The inspectors are in Iran to ensure compliance with the Treaty on the Non-Proliferation of Nuclear Weapons. Mr. Grossi acknowledged that under the NPT, Iran is permitted to veto individual inspectors it does not agree with. But the IAEA chief said Tehran’s latest move is unwarranted.
“I strongly condemn this disproportionate and unprecedented unilateral measure which affects the normal planning and conduct of agency verification activities in Iran and openly contradicts the cooperation that should exist between the agency and Iran,” he said.
A Vienna-based diplomat told Reuters that Tehran had “de-designated” all French and German members of the IAEA inspection team in Iran.
The news agency reported that Iran made the move in response to a call led by the U.S., Britain, France and Germany at the IAEA’s Board of Governors in recent days for Tehran to cooperate immediately with the IAEA on issues including explaining uranium traces found at undeclared nuclear sites.
Iranian officials suggested Tehran is blocking certain IAEA inspectors out of frustration that U.S., British, French and German officials were politicizing the work of the inspectors.
“Unfortunately, despite Iran’s positive, constructive and continuous interaction with the agency, the three European countries and the United States abused the [IAEA’s] Board of Governors for their own political purposes,” Iranian Foreign Ministry spokesperson Nasser Kanaani told state media, according to Reuters.
The presence of IAEA inspectors in Iran has been sensitive since the U.S. pulled out of the 2015 international nuclear accord with Tehran. The agreement had given billions in economic sanctions relief to Iran in exchange for limits to Iranian nuclear activities, as well as IAEA inspections of those activities.
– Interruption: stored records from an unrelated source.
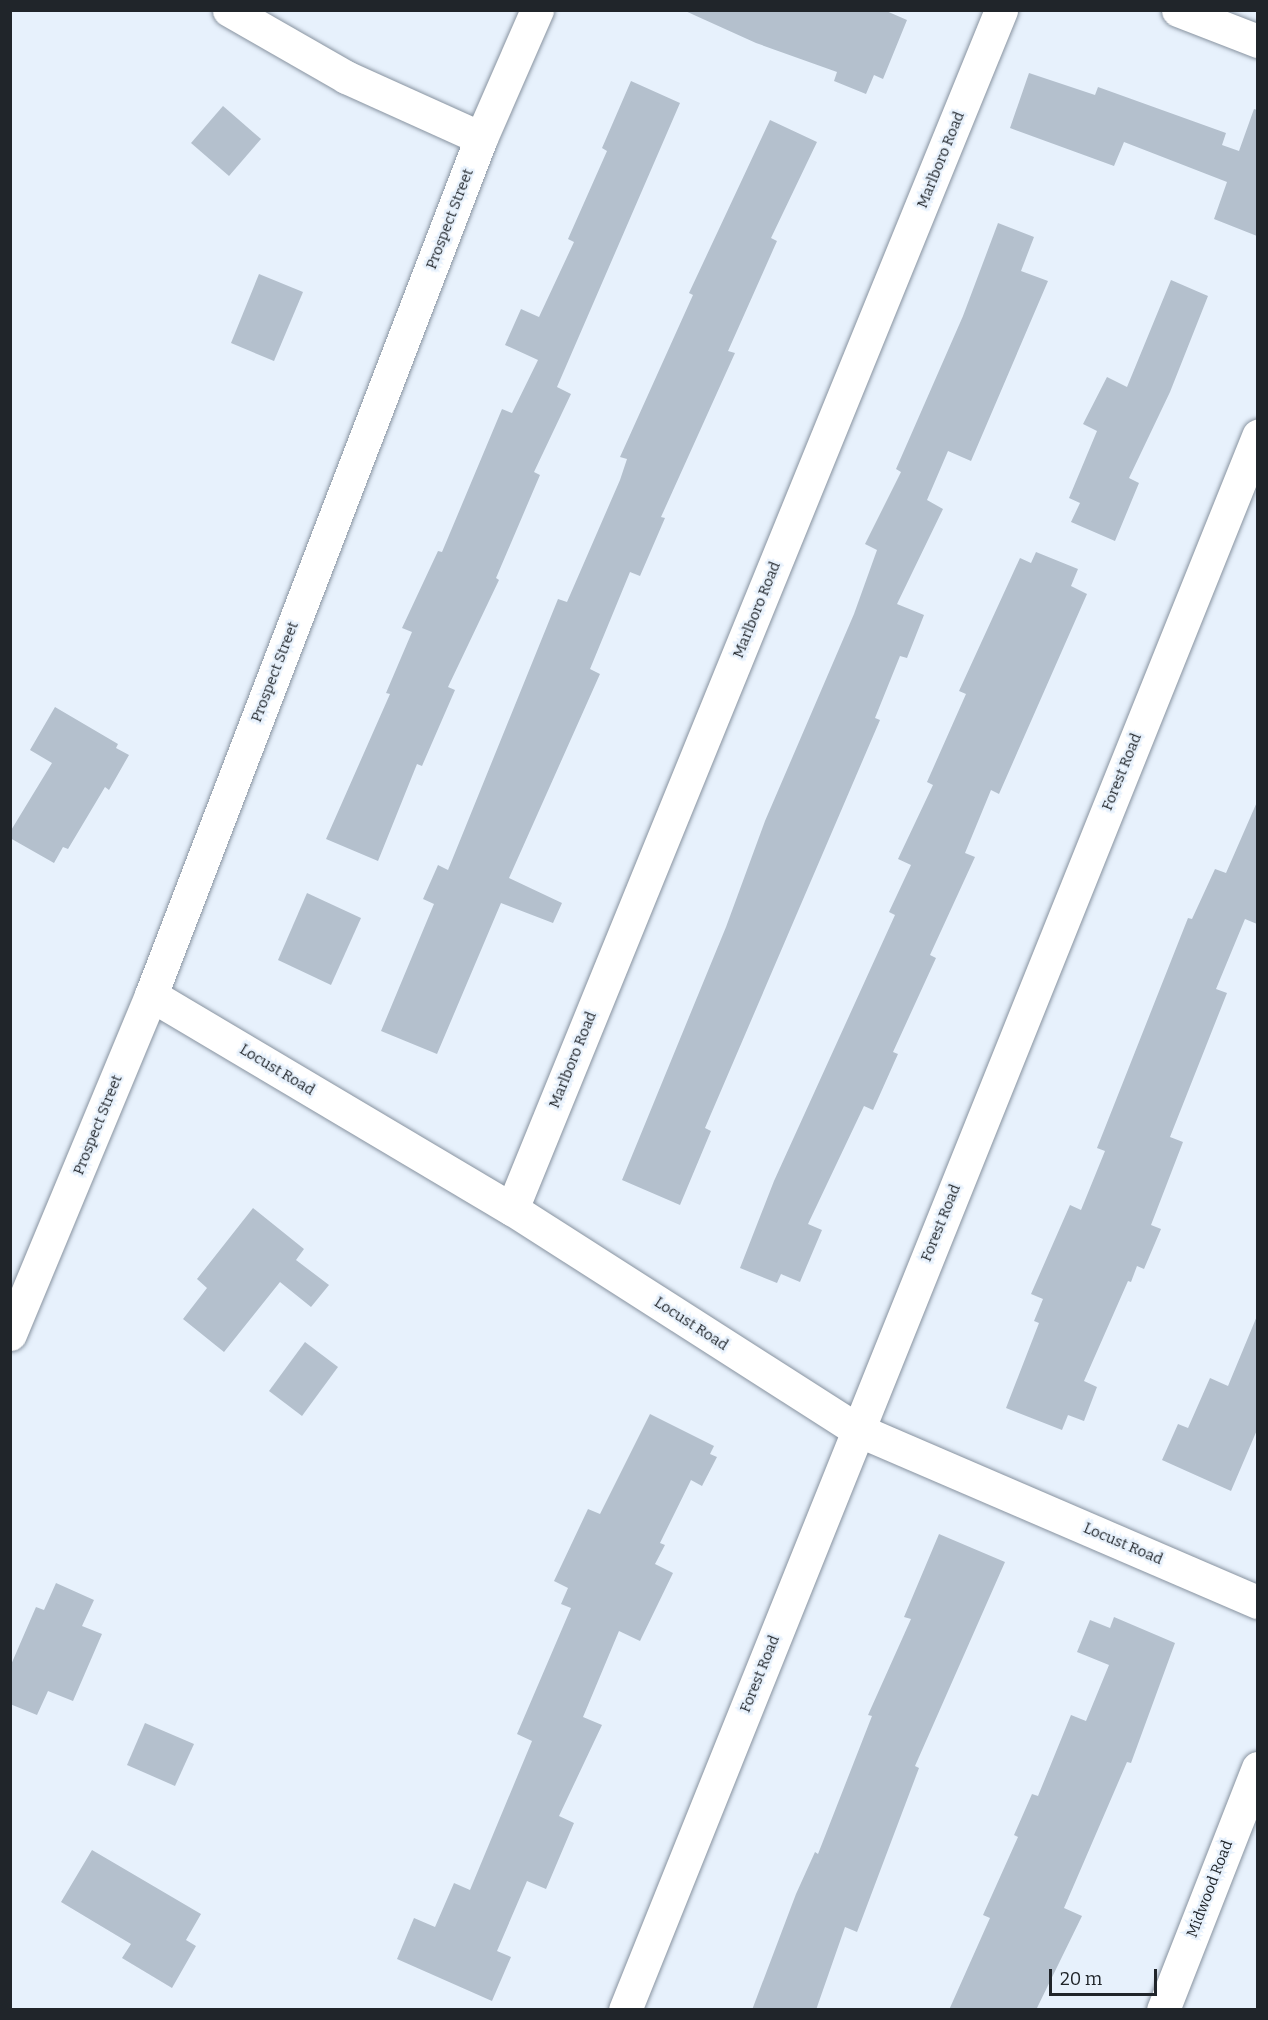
<!DOCTYPE html>
<style>
body{margin:0}
#map{position:relative;width:1268px;height:2020px;overflow:hidden;background:#e7f1fc;font-family:Bitter,serif}
div>[style]{position:absolute}
.building>*{inset:0;background:#b4c0cd}
.roads{filter:drop-shadow(0 0 2px #8893a0) drop-shadow(0 0 2px #8893a0)}
.minor>*{height:33px;margin:-16.5px;padding:0 16.5px;transform-origin:16.5px;border-radius:16.5px;background:#fff}
.major>*{height:33px;margin:-16.5px;padding:0 16.5px;transform-origin:16.5px;border-radius:16.5px;background:#fff}
span{translate:-50% -50%;white-space:nowrap;text-align:center;line-height:1.15;-webkit-text-stroke:4.5px #e7f1fc;paint-order:stroke}
.street-label{font-size:15px;color:#20252a}
.frame{position:absolute;inset:0;border:12px solid #20252a;pointer-events:none}
.scale{position:absolute;left:1049px;top:1969px;width:108px;height:27px;box-sizing:border-box;border:3px solid #20252a;border-top:0;padding-left:8px;font-size:18px;line-height:21px;white-space:nowrap;color:#20252a;-webkit-text-stroke:4px #e7f1fc;paint-order:stroke}
</style>
<div id="map">
<div class="building">
<div style="clip-path:polygon(683px 10px,884px 10px,907px 20px,883px 79px,874px 75px,866px 94px,834px 81px,837px 72px,756px 43px)"></div>
<div style="clip-path:polygon(1029px 73px,1095px 95px,1098px 87px,1226px 133px,1222px 145px,1239px 151px,1254px 109px,1257px 110px,1257px 236px,1214px 219px,1227px 182px,1124px 142px,1114px 166px,1010px 128px)"></div>
<div style="clip-path:polygon(631px 81px,680px 103px,557px 387px,571px 394px,534px 472px,540px 475px,496px 578px,499px 580px,448px 687px,455px 690px,422px 766px,417px 764px,378px 861px,326px 839px,390px 694px,386px 693px,412px 632px,402px 628px,438px 551px,442px 552px,502px 409px,512px 413px,538px 360px,505px 345px,521px 309px,539px 317px,574px 242px,568px 239px,607px 151px,602px 148px)"></div>
<div style="clip-path:polygon(223px 106px,261px 139px,229px 176px,191px 143px)"></div>
<div style="clip-path:polygon(770px 120px,817px 142px,771px 238px,777px 241px,728px 351px,735px 353px,661px 517px,665px 518px,640px 576px,630px 572px,590px 669px,600px 674px,509px 878px,562px 903px,553px 923px,501px 903px,437px 1054px,381px 1031px,434px 904px,423px 899px,438px 865px,448px 870px,558px 599px,567px 602px,620px 480px,627px 459px,620px 457px,693px 295px,689px 293px)"></div>
<div style="clip-path:polygon(998px 223px,1034px 237px,1021px 271px,1048px 281px,971px 461px,948px 451px,927px 500px,943px 509px,897px 604px,924px 615px,907px 658px,900px 656px,875px 718px,880px 720px,705px 1128px,711px 1131px,680px 1205px,622px 1180px,726px 927px,765px 821px,854px 614px,877px 550px,865px 544px,901px 472px,896px 469px,963px 316px)"></div>
<div style="clip-path:polygon(259px 274px,303px 292px,274px 361px,231px 343px)"></div>
<div style="clip-path:polygon(1171px 280px,1208px 296px,1170px 392px,1129px 478px,1139px 483px,1115px 541px,1071px 522px,1080px 503px,1069px 498px,1097px 431px,1083px 424px,1107px 377px,1127px 387px)"></div>
<div style="clip-path:polygon(1036px 552px,1078px 569px,1071px 586px,1087px 594px,999px 794px,991px 790px,965px 853px,975px 857px,930px 955px,936px 958px,893px 1052px,898px 1054px,873px 1110px,864px 1106px,808px 1224px,822px 1230px,800px 1282px,781px 1274px,777px 1283px,740px 1268px,774px 1181px,895px 915px,889px 912px,911px 865px,898px 859px,933px 785px,927px 782px,966px 694px,959px 691px,1020px 558px,1031px 563px)"></div>
<div style="clip-path:polygon(55px 707px,118px 744px,116px 748px,129px 755px,109px 790px,105px 787px,68px 849px,63px 847px,54px 863px,10px 838px,10px 832px,52px 763px,30px 750px)"></div>
<div style="clip-path:polygon(1257px 802px,1257px 924px,1245px 919px,1216px 989px,1227px 993px,1170px 1137px,1183px 1142px,1151px 1225px,1161px 1229px,1144px 1269px,1137px 1266px,1131px 1282px,1128px 1281px,1084px 1381px,1097px 1387px,1084px 1421px,1068px 1415px,1062px 1430px,1006px 1408px,1039px 1323px,1034px 1321px,1043px 1299px,1031px 1294px,1070px 1205px,1081px 1210px,1105px 1151px,1097px 1148px,1188px 918px,1192px 919px,1215px 869px,1226px 873px)"></div>
<div style="clip-path:polygon(307px 893px,361px 918px,331px 985px,278px 960px)"></div>
<div style="clip-path:polygon(253px 1208px,304px 1249px,296px 1260px,329px 1285px,311px 1307px,280px 1282px,224px 1352px,183px 1319px,207px 1288px,197px 1279px)"></div>
<div style="clip-path:polygon(1257px 1316px,1257px 1430px,1231px 1491px,1162px 1460px,1178px 1424px,1188px 1428px,1210px 1378px,1228px 1386px)"></div>
<div style="clip-path:polygon(305px 1342px,338px 1367px,302px 1416px,269px 1391px)"></div>
<div style="clip-path:polygon(650px 1414px,714px 1446px,710px 1454px,717px 1457px,702px 1486px,691px 1480px,660px 1543px,665px 1545px,655px 1564px,673px 1573px,640px 1641px,619px 1631px,583px 1717px,602px 1725px,559px 1816px,574px 1823px,546px 1889px,527px 1881px,497px 1951px,511px 1957px,492px 2001px,397px 1959px,414px 1918px,435px 1927px,454px 1883px,470px 1890px,532px 1741px,517px 1734px,571px 1608px,561px 1604px,568px 1588px,554px 1581px,588px 1509px,600px 1514px)"></div>
<div style="clip-path:polygon(939px 1534px,1005px 1562px,915px 1766px,919px 1768px,857px 1932px,845px 1927px,816px 2010px,752px 2010px,796px 1894px,815px 1852px,818px 1854px,872px 1716px,868px 1715px,911px 1619px,904px 1617px)"></div>
<div style="clip-path:polygon(56px 1583px,94px 1600px,82px 1626px,102px 1634px,73px 1701px,48px 1691px,37px 1715px,10px 1704px,10px 1667px,36px 1607px,44px 1610px)"></div>
<div style="clip-path:polygon(1114px 1617px,1175px 1643px,1131px 1763px,1127px 1762px,1064px 1908px,1082px 1916px,1036px 2010px,949px 2010px,990px 1918px,983px 1915px,1018px 1837px,1014px 1835px,1032px 1794px,1038px 1796px,1071px 1715px,1086px 1721px,1109px 1665px,1077px 1652px,1090px 1620px,1110px 1628px)"></div>
<div style="clip-path:polygon(145px 1723px,194px 1744px,175px 1786px,127px 1765px)"></div>
<div style="clip-path:polygon(92px 1850px,201px 1914px,186px 1940px,196px 1946px,172px 1988px,122px 1958px,131px 1944px,61px 1902px)"></div>
</div>
<div class="roads">
<div class="minor">
<div style="left:229px;top:10px;width:135px;rotate:29.8deg"></div>
<div style="left:346px;top:77px;width:148px;rotate:24.3deg"></div>
<div style="left:1178px;top:10px;width:86px;rotate:21.2deg"></div>
<div style="left:151px;top:995px;width:420px;rotate:30.7deg"></div>
<div style="left:512px;top:1209px;width:411px;rotate:32.6deg"></div>
<div style="left:858px;top:1430px;width:435px;rotate:23.3deg"></div>
<div style="left:512px;top:1209px;width:1295px;rotate:-67.81deg"></div>
<div style="left:625px;top:2010px;width:1697px;rotate:-68.09deg"></div>
<div style="left:1163px;top:2010px;width:260px;rotate:-68.6deg"></div>
</div>
<div class="major">
<div style="left:10px;top:1334px;width:367px;rotate:-67.4deg"></div>
<div style="left:151px;top:995px;width:918px;rotate:-68.94deg"></div>
<div style="left:481px;top:138px;width:140px;rotate:-66.4deg"></div>
</div>
</div>
<div class="street-label">
<span style="left:941px;top:160px;rotate:-68deg">Marlboro Road</span>
<span style="left:450px;top:219px;rotate:-69deg">Prospect Street</span>
<span style="left:757px;top:610px;rotate:-68deg">Marlboro Road</span>
<span style="left:275px;top:672px;rotate:-69deg">Prospect Street</span>
<span style="left:1122px;top:772px;rotate:-68deg">Forest Road</span>
<span style="left:573px;top:1060px;rotate:-68deg">Marlboro Road</span>
<span style="left:277px;top:1070px;rotate:31deg">Locust Road</span>
<span style="left:98px;top:1125px;rotate:-68deg">Prospect Street</span>
<span style="left:941px;top:1223px;rotate:-68deg">Forest Road</span>
<span style="left:691px;top:1324px;rotate:33deg">Locust Road</span>
<span style="left:1123px;top:1544px;rotate:23deg">Locust Road</span>
<span style="left:760px;top:1674px;rotate:-68deg">Forest Road</span>
<span style="left:1210px;top:1889px;rotate:-69deg">Midwood Road</span>
</div>
<div class="frame"></div>
<div class="scale">20 m</div>
</div>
The U.S. has since reimposed sanctions on Iran amid concerns that Tehran is advancing a nuclear weapons program built up clandestinely in violation of U.N. Security Council resolutions. Iran claims its nuclear activities are purely for electricity generation and medical research.
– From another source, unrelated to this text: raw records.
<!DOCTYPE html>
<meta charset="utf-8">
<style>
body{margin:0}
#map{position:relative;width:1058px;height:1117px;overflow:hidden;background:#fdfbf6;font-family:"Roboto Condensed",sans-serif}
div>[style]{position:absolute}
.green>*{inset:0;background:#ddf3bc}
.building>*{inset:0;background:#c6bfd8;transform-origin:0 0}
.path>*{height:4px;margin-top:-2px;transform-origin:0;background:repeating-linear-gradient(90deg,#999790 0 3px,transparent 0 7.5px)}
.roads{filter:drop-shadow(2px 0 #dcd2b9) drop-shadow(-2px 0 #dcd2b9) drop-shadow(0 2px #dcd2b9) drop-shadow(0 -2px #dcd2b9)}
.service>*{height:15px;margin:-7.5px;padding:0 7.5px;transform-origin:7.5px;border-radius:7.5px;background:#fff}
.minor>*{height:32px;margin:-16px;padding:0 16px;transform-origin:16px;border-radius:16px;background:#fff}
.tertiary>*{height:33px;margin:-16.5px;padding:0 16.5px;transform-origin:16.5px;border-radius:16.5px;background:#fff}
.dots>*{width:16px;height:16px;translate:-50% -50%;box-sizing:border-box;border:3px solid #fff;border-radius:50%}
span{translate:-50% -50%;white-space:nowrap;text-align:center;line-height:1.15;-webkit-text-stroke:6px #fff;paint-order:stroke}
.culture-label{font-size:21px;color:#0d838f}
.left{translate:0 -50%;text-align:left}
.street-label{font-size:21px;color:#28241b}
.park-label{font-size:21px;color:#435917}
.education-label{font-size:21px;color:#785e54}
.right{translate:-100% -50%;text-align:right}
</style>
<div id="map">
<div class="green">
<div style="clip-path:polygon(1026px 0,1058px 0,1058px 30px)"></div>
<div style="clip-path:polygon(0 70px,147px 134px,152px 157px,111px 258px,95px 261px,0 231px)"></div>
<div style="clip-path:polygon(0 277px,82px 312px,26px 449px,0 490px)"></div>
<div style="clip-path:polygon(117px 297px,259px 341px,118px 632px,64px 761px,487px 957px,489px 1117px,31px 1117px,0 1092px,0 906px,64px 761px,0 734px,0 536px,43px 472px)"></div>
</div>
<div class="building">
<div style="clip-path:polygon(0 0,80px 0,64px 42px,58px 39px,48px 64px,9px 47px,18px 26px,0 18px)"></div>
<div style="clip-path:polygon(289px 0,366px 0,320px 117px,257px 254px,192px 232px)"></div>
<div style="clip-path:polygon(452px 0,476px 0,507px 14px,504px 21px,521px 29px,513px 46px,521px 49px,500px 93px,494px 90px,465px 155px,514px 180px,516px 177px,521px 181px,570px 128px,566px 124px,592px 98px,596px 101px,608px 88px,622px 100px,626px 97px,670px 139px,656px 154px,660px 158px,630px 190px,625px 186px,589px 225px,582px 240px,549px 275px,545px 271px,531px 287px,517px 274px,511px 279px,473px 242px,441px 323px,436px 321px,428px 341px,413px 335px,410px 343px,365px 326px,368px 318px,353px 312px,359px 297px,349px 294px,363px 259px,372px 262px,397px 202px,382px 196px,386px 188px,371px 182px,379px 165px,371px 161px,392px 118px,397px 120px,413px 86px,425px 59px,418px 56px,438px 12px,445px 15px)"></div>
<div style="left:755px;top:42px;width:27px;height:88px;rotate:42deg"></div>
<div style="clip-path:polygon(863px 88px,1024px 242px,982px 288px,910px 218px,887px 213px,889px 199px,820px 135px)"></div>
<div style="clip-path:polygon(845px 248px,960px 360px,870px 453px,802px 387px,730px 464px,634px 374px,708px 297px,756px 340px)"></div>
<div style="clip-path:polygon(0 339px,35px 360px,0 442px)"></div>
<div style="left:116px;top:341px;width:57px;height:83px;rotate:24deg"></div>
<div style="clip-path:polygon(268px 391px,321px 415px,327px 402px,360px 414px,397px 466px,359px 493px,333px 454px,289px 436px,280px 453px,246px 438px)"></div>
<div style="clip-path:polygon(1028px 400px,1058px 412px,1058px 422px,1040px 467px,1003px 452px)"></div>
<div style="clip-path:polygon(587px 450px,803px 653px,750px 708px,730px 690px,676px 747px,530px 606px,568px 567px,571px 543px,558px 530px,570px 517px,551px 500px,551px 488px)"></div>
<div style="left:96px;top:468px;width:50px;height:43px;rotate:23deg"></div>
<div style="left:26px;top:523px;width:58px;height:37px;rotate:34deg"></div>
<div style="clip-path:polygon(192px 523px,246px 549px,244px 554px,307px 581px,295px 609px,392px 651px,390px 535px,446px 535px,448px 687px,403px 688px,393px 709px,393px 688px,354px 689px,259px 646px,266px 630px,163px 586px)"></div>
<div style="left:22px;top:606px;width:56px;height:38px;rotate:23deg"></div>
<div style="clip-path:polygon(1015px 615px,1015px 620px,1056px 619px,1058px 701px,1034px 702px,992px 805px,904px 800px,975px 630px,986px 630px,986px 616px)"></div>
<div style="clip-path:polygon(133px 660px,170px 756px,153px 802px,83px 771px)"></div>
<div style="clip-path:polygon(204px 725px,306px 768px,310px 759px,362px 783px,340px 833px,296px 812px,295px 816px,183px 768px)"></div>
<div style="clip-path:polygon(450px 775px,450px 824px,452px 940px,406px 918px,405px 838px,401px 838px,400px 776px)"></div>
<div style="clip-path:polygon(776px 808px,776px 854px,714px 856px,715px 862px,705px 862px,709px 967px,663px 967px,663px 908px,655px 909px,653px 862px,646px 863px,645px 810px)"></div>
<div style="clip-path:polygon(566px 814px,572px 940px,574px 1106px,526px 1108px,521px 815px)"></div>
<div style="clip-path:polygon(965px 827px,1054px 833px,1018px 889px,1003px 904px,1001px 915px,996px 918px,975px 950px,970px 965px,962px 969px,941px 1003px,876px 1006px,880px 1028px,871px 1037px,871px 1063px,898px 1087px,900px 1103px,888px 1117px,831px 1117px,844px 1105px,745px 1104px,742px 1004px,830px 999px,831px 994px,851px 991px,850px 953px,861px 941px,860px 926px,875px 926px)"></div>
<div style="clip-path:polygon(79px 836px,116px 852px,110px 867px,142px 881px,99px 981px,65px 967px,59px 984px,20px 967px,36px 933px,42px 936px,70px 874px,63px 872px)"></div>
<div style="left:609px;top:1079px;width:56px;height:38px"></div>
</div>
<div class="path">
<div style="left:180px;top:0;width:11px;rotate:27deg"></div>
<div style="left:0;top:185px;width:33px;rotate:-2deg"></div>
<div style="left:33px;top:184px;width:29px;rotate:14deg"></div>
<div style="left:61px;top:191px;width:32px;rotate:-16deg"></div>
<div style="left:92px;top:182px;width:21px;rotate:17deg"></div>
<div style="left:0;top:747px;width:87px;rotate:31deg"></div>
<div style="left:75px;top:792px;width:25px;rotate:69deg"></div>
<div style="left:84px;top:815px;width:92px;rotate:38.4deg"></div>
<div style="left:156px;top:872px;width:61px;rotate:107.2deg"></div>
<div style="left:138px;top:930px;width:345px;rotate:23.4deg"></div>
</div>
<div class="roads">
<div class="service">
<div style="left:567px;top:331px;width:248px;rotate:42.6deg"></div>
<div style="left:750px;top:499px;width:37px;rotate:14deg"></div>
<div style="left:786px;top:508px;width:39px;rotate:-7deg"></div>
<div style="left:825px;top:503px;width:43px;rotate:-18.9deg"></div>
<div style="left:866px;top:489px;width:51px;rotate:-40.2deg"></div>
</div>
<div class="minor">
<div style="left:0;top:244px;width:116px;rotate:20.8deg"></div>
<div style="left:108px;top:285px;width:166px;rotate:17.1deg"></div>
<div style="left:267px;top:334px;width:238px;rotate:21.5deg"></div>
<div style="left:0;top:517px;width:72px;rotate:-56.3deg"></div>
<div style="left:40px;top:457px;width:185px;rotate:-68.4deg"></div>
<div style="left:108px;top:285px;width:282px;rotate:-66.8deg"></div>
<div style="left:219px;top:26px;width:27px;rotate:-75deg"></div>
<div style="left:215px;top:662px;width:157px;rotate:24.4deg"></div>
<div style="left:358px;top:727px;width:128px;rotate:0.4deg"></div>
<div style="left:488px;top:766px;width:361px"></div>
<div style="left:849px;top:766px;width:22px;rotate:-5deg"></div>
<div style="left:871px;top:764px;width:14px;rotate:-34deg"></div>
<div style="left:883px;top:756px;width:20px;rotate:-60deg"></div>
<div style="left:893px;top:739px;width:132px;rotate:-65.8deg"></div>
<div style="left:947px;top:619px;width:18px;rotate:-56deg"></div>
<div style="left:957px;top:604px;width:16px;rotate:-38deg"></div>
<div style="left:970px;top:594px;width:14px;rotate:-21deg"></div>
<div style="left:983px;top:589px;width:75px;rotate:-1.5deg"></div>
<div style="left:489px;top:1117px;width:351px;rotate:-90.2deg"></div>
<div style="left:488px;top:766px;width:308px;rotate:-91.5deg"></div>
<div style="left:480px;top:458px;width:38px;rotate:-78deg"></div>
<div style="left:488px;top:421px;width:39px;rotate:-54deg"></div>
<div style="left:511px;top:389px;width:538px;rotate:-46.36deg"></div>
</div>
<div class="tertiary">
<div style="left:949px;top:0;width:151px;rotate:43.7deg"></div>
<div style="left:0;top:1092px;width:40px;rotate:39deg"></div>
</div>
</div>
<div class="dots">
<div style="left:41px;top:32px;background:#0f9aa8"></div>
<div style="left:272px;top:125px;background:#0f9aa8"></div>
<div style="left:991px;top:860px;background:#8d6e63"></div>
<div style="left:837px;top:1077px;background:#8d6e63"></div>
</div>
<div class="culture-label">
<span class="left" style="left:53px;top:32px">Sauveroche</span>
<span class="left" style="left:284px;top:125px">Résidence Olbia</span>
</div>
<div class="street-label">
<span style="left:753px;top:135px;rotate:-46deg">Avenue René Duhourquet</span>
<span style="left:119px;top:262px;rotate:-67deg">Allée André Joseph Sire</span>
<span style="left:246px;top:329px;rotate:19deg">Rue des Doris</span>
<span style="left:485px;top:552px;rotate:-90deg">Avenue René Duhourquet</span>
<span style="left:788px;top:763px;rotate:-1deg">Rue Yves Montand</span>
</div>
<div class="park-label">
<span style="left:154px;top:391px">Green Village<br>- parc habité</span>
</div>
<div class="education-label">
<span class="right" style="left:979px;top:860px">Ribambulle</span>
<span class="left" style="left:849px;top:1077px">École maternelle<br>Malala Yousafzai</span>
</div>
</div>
There was no immediate reaction from the Biden administration to the latest developments, which come as Mr. Raisi is slated to address the U.N. General Assembly on Tuesday, hours after President Biden.
Mr. Raisi’s trip comes amid U.S.-Iran tension following the Biden administration’s failure to draw Tehran back to the nuclear negotiating table, as well as attempts by the administration to secure the release of five American citizens imprisoned in Iran.
Mr. Biden recently sought to clear the way for the release with a blanket waiver for international banks to transfer $6 billion in frozen Iranian money from South Korea to Qatar without fear of U.S. sanctions.
The administration also said it would be willing to release five Iranian citizens held in the United States, although the White House has faced intense heat for what critics say is a “ransom payment” to Tehran.
Whether a prisoner exchange will occur ahead of the General Assembly remains to be seen. Some analysts say that if it does, it will raise the prospect of a meeting between Mr. Biden and Mr. Raisi on the sidelines of the gathering. Such a development could signal progress toward the administration’s goal of engineering a diplomatic thaw with Iran and reviving at least a pale version of the now-defunct 2015 nuclear deal.
The weekend’s developments also coincide with a surge in protests inside Iran marking the anniversary of the death of Mahsa Amini. The 22-year-old Iranian of Kurdish origin died in the custody of the Islamic republic’s morality police, reportedly for flouting an Islamic head-covering law for women. Protests over the past year have seen demonstrators shout anti-government chants and burn their head coverings.